Task description:
Pick each line that has "柳井大畠地区広域農道" out of the records.
---------- Provided data
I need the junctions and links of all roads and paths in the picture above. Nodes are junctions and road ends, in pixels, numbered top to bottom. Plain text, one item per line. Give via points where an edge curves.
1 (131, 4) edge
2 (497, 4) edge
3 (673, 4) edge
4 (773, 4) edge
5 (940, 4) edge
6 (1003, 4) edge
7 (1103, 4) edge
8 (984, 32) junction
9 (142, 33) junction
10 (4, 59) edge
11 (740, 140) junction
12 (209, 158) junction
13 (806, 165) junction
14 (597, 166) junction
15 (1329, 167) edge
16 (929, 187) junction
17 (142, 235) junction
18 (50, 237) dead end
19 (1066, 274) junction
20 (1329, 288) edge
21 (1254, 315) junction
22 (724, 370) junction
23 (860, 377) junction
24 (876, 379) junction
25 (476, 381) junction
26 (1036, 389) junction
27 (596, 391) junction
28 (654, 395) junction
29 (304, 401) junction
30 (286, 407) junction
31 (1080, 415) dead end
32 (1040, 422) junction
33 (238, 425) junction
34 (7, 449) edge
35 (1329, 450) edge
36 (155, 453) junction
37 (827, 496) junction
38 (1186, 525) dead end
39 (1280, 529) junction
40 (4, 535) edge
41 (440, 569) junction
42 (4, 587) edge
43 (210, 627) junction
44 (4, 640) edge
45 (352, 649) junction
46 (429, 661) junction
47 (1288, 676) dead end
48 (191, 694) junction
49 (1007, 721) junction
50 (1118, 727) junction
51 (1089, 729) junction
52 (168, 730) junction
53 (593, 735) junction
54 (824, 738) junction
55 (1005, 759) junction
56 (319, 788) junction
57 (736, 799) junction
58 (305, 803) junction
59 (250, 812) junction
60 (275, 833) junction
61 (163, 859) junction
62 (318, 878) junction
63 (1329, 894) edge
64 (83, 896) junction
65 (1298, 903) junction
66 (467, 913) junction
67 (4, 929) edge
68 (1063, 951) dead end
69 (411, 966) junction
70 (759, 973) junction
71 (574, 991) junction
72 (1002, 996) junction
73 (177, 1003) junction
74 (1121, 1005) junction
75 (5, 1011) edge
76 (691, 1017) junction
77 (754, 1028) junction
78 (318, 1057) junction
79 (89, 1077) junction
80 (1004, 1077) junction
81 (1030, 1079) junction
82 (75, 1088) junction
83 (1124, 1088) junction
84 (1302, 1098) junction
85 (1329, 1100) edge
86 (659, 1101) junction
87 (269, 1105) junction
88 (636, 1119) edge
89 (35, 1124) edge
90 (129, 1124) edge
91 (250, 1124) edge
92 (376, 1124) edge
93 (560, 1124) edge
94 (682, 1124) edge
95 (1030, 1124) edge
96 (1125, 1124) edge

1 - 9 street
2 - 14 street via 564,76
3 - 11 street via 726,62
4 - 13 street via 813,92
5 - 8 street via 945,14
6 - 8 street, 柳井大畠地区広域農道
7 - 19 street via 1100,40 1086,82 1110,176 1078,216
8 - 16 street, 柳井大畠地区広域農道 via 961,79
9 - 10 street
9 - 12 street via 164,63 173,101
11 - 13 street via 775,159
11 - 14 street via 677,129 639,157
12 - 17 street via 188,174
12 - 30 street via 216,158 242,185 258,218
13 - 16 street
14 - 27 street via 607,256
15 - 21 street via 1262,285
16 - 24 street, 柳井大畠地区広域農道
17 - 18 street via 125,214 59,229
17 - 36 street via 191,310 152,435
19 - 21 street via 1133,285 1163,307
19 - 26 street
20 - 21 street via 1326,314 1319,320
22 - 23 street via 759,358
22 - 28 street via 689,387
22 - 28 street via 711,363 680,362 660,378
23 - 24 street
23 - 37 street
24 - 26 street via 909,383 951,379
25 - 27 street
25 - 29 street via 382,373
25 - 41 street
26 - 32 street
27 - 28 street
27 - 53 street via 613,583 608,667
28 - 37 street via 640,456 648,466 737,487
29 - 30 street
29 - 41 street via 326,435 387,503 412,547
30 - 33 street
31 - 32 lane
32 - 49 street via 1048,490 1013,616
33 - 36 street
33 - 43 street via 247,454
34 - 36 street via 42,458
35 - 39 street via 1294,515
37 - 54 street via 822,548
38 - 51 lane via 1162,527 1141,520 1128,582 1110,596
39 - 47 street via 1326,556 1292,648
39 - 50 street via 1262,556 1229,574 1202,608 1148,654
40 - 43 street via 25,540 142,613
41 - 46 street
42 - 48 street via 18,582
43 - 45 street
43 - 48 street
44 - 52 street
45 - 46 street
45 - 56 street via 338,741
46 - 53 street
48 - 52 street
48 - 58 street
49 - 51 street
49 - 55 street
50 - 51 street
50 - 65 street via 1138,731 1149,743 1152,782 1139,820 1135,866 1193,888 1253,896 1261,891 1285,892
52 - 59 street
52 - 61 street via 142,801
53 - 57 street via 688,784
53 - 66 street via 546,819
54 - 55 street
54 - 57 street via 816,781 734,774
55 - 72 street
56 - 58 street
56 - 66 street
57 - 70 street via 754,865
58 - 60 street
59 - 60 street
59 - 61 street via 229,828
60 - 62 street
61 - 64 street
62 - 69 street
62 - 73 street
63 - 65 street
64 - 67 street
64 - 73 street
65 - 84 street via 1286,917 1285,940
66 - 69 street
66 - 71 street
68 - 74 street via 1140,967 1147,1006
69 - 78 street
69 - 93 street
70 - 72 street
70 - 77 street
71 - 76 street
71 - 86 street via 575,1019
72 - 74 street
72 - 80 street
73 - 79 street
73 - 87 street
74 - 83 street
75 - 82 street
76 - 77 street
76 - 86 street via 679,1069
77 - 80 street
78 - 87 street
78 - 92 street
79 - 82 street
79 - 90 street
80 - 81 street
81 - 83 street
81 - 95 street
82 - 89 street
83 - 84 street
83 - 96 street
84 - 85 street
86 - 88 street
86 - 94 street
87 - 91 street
--------------------
Exercise result:
6 - 8 street, 柳井大畠地区広域農道
8 - 16 street, 柳井大畠地区広域農道 via 961,79
16 - 24 street, 柳井大畠地区広域農道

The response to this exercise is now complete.